■ The data ■
= Beginning of Section =
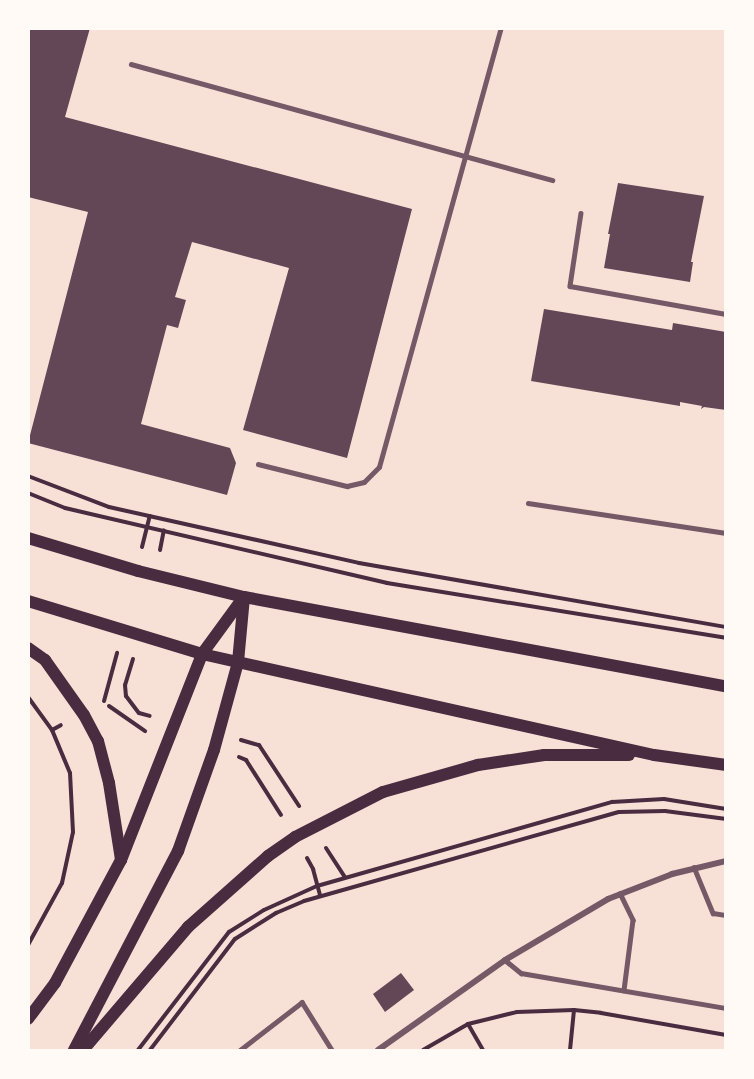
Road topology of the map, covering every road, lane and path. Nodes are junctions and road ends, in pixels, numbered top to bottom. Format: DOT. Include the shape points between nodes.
graph roads {
  1 [pos="501,28"];
  2 [pos="131,64"];
  3 [pos="466,156"];
  4 [pos="552,180"];
  5 [pos="580,213"];
  6 [pos="726,314"];
  7 [pos="258,464"];
  8 [pos="28,476"];
  9 [pos="28,493"];
  10 [pos="528,503"];
  11 [pos="726,533"];
  12 [pos="28,538"];
  13 [pos="244,597"];
  14 [pos="28,601"];
  15 [pos="726,627"];
  16 [pos="726,638"];
  17 [pos="28,648"];
  18 [pos="202,654"];
  19 [pos="238,662"];
  20 [pos="726,686"];
  21 [pos="52,730"];
  22 [pos="654,755"];
  23 [pos="726,765"];
  24 [pos="726,809"];
  25 [pos="726,819"];
  26 [pos="121,860"];
  27 [pos="726,861"];
  28 [pos="694,867"];
  29 [pos="620,893"];
  30 [pos="726,915"];
  31 [pos="28,945"];
  32 [pos="505,960"];
  33 [pos="624,990"];
  34 [pos="726,1008"];
  35 [pos="574,1010"];
  36 [pos="28,1019"];
  37 [pos="468,1024"];
  38 [pos="726,1035"];
  39 [pos="74,1050"];
  40 [pos="83,1050"];
  41 [pos="138,1050"];
  42 [pos="150,1050"];
  43 [pos="240,1050"];
  44 [pos="333,1050"];
  45 [pos="378,1050"];
  46 [pos="423,1050"];
  47 [pos="483,1050"];
  48 [pos="570,1050"];
  1 -- 3 [label="lane"];
  2 -- 3 [label="lane"];
  3 -- 4 [label="lane"];
  3 -- 7 [label="lane" via="379,467 364,482 347,486"];
  5 -- 6 [label="lane" via="570,286"];
  8 -- 15 [label="path" via="110,507 337,559"];
  9 -- 16 [label="path" via="65,508 387,582"];
  10 -- 11 [label="lane"];
  12 -- 13 [label="main road"];
  13 -- 18 [label="main road"];
  13 -- 19 [label="main road"];
  13 -- 20 [label="main road"];
  14 -- 18 [label="main road"];
  17 -- 26 [label="main road" via="45,660 98,741"];
  18 -- 19 [label="main road"];
  18 -- 26 [label="main road"];
  19 -- 22 [label="main road"];
  19 -- 39 [label="main road" via="214,750 178,850"];
  21 -- 31 [label="path" via="70,773 73,832 62,883"];
  22 -- 23 [label="main road"];
  22 -- 40 [label="main road" via="544,756 478,765 383,792 295,837 188,927"];
  24 -- 41 [label="path" via="664,800 612,802 317,886 264,910 229,932"];
  25 -- 42 [label="path" via="665,811 619,812 304,901 235,939"];
  26 -- 36 [label="main road" via="56,983"];
  27 -- 28 [label="street"];
  28 -- 29 [label="street"];
  28 -- 30 [label="lane" via="713,913"];
  29 -- 32 [label="street"];
  29 -- 33 [label="lane" via="633,920"];
  32 -- 33 [label="lane" via="521,973"];
  32 -- 45 [label="street"];
  33 -- 34 [label="lane"];
  35 -- 37 [label="path" via="517,1012"];
  35 -- 38 [label="path"];
  35 -- 48 [label="path"];
  37 -- 46 [label="path"];
  37 -- 47 [label="path"];
  43 -- 44 [label="lane" via="302,1002"];
}
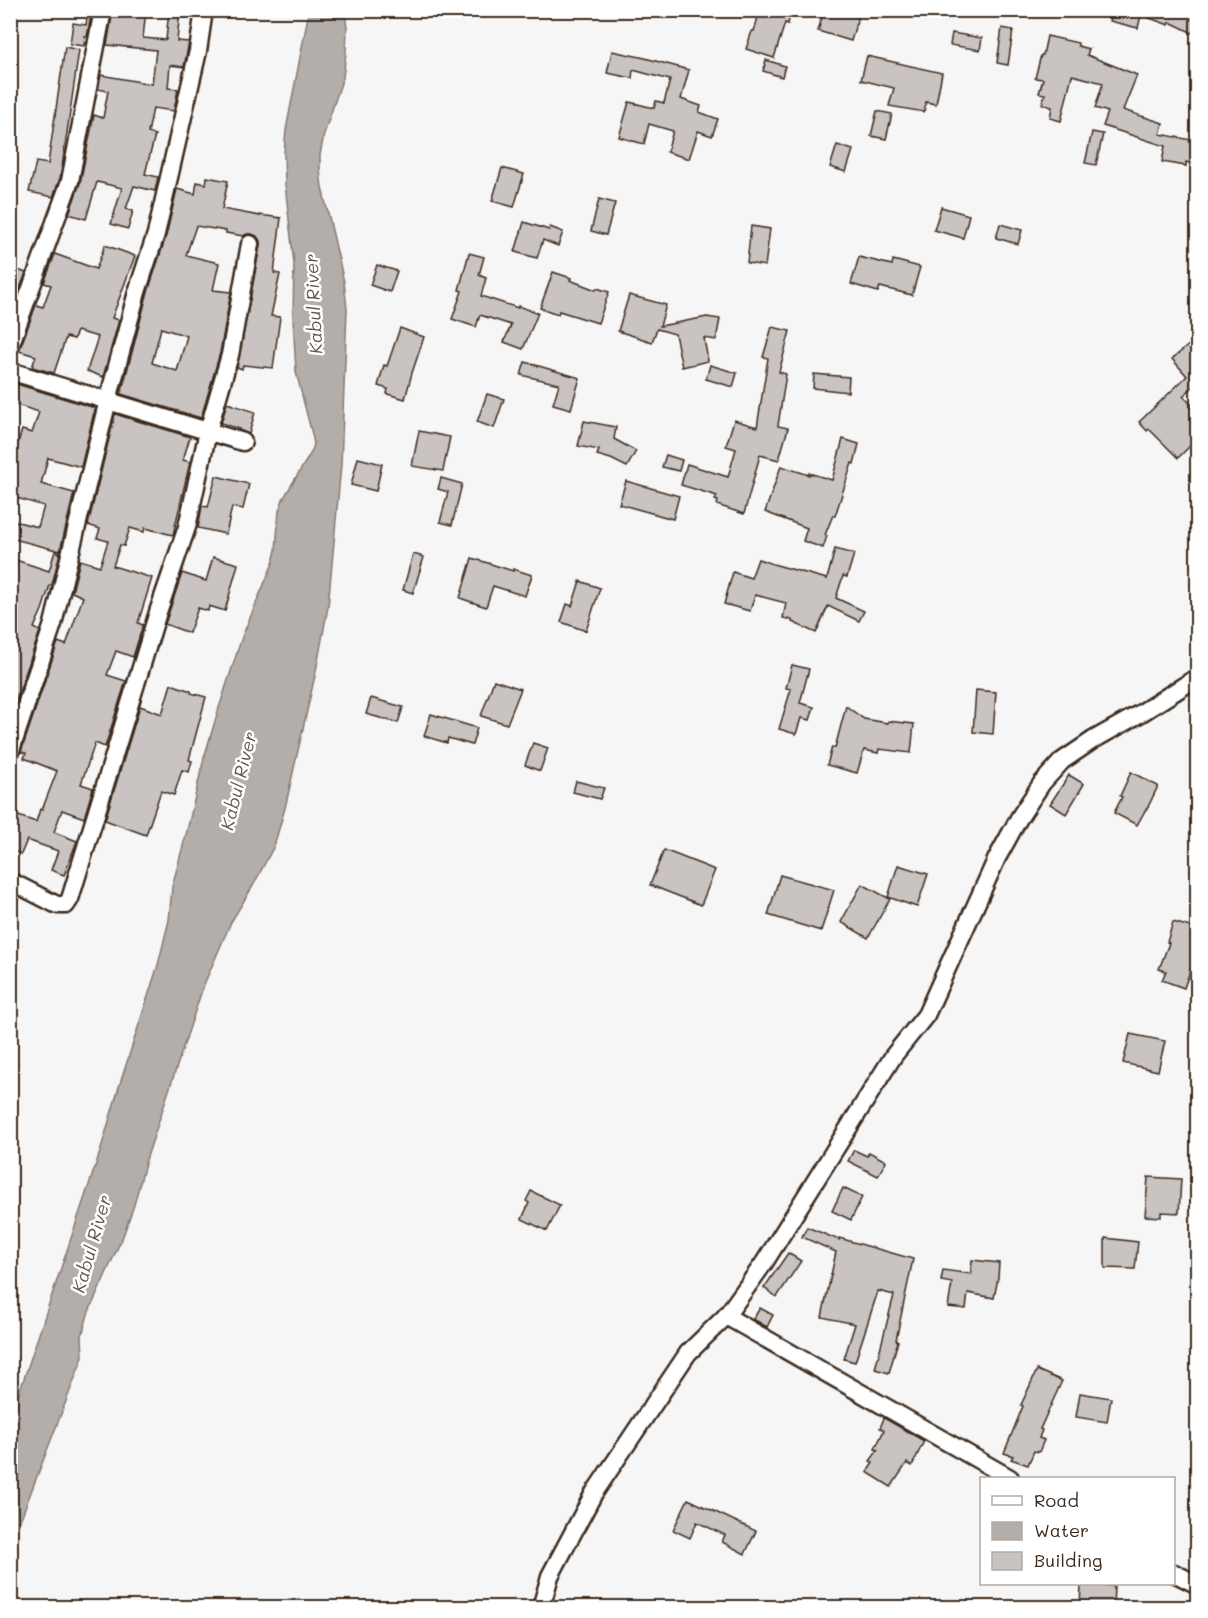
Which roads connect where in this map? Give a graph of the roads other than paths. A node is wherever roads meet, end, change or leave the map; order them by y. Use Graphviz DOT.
graph roads {
  1 [pos="103,10"];
  2 [pos="204,10"];
  3 [pos="250,244"];
  4 [pos="10,346"];
  5 [pos="10,371"];
  6 [pos="108,400"];
  7 [pos="208,431"];
  8 [pos="243,442"];
  9 [pos="1197,677"];
  10 [pos="10,753"];
  11 [pos="10,881"];
  12 [pos="726,1316"];
  13 [pos="1007,1477"];
  14 [pos="1175,1574"];
  15 [pos="1197,1585"];
  16 [pos="541,1608"];
  1 -- 4 [label="street"];
  2 -- 6 [label="street"];
  3 -- 7 [label="street"];
  5 -- 6 [label="street"];
  6 -- 7 [label="street"];
  6 -- 10 [label="street"];
  7 -- 8 [label="street"];
  7 -- 11 [label="street"];
  9 -- 12 [label="street"];
  12 -- 13 [label="street"];
  12 -- 16 [label="street"];
  14 -- 15 [label="street"];
}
= End of Section =
■ Problem description ■
A word-for-word copy of the data above is needed, one that omits the pictures.

■ Answer box ■
Road topology of the map, covering every road, lane and path. Nodes are junctions and road ends, in pixels, numbered top to bottom. Format: DOT. Include the shape points between nodes.
graph roads {
  1 [pos="501,28"];
  2 [pos="131,64"];
  3 [pos="466,156"];
  4 [pos="552,180"];
  5 [pos="580,213"];
  6 [pos="726,314"];
  7 [pos="258,464"];
  8 [pos="28,476"];
  9 [pos="28,493"];
  10 [pos="528,503"];
  11 [pos="726,533"];
  12 [pos="28,538"];
  13 [pos="244,597"];
  14 [pos="28,601"];
  15 [pos="726,627"];
  16 [pos="726,638"];
  17 [pos="28,648"];
  18 [pos="202,654"];
  19 [pos="238,662"];
  20 [pos="726,686"];
  21 [pos="52,730"];
  22 [pos="654,755"];
  23 [pos="726,765"];
  24 [pos="726,809"];
  25 [pos="726,819"];
  26 [pos="121,860"];
  27 [pos="726,861"];
  28 [pos="694,867"];
  29 [pos="620,893"];
  30 [pos="726,915"];
  31 [pos="28,945"];
  32 [pos="505,960"];
  33 [pos="624,990"];
  34 [pos="726,1008"];
  35 [pos="574,1010"];
  36 [pos="28,1019"];
  37 [pos="468,1024"];
  38 [pos="726,1035"];
  39 [pos="74,1050"];
  40 [pos="83,1050"];
  41 [pos="138,1050"];
  42 [pos="150,1050"];
  43 [pos="240,1050"];
  44 [pos="333,1050"];
  45 [pos="378,1050"];
  46 [pos="423,1050"];
  47 [pos="483,1050"];
  48 [pos="570,1050"];
  1 -- 3 [label="lane"];
  2 -- 3 [label="lane"];
  3 -- 4 [label="lane"];
  3 -- 7 [label="lane" via="379,467 364,482 347,486"];
  5 -- 6 [label="lane" via="570,286"];
  8 -- 15 [label="path" via="110,507 337,559"];
  9 -- 16 [label="path" via="65,508 387,582"];
  10 -- 11 [label="lane"];
  12 -- 13 [label="main road"];
  13 -- 18 [label="main road"];
  13 -- 19 [label="main road"];
  13 -- 20 [label="main road"];
  14 -- 18 [label="main road"];
  17 -- 26 [label="main road" via="45,660 98,741"];
  18 -- 19 [label="main road"];
  18 -- 26 [label="main road"];
  19 -- 22 [label="main road"];
  19 -- 39 [label="main road" via="214,750 178,850"];
  21 -- 31 [label="path" via="70,773 73,832 62,883"];
  22 -- 23 [label="main road"];
  22 -- 40 [label="main road" via="544,756 478,765 383,792 295,837 188,927"];
  24 -- 41 [label="path" via="664,800 612,802 317,886 264,910 229,932"];
  25 -- 42 [label="path" via="665,811 619,812 304,901 235,939"];
  26 -- 36 [label="main road" via="56,983"];
  27 -- 28 [label="street"];
  28 -- 29 [label="street"];
  28 -- 30 [label="lane" via="713,913"];
  29 -- 32 [label="street"];
  29 -- 33 [label="lane" via="633,920"];
  32 -- 33 [label="lane" via="521,973"];
  32 -- 45 [label="street"];
  33 -- 34 [label="lane"];
  35 -- 37 [label="path" via="517,1012"];
  35 -- 38 [label="path"];
  35 -- 48 [label="path"];
  37 -- 46 [label="path"];
  37 -- 47 [label="path"];
  43 -- 44 [label="lane" via="302,1002"];
}
Which roads connect where in this map? Give a graph of the roads other than paths. A node is wherever roads meet, end, change or leave the map; order them by y. Use Graphviz DOT.
graph roads {
  1 [pos="103,10"];
  2 [pos="204,10"];
  3 [pos="250,244"];
  4 [pos="10,346"];
  5 [pos="10,371"];
  6 [pos="108,400"];
  7 [pos="208,431"];
  8 [pos="243,442"];
  9 [pos="1197,677"];
  10 [pos="10,753"];
  11 [pos="10,881"];
  12 [pos="726,1316"];
  13 [pos="1007,1477"];
  14 [pos="1175,1574"];
  15 [pos="1197,1585"];
  16 [pos="541,1608"];
  1 -- 4 [label="street"];
  2 -- 6 [label="street"];
  3 -- 7 [label="street"];
  5 -- 6 [label="street"];
  6 -- 7 [label="street"];
  6 -- 10 [label="street"];
  7 -- 8 [label="street"];
  7 -- 11 [label="street"];
  9 -- 12 [label="street"];
  12 -- 13 [label="street"];
  12 -- 16 [label="street"];
  14 -- 15 [label="street"];
}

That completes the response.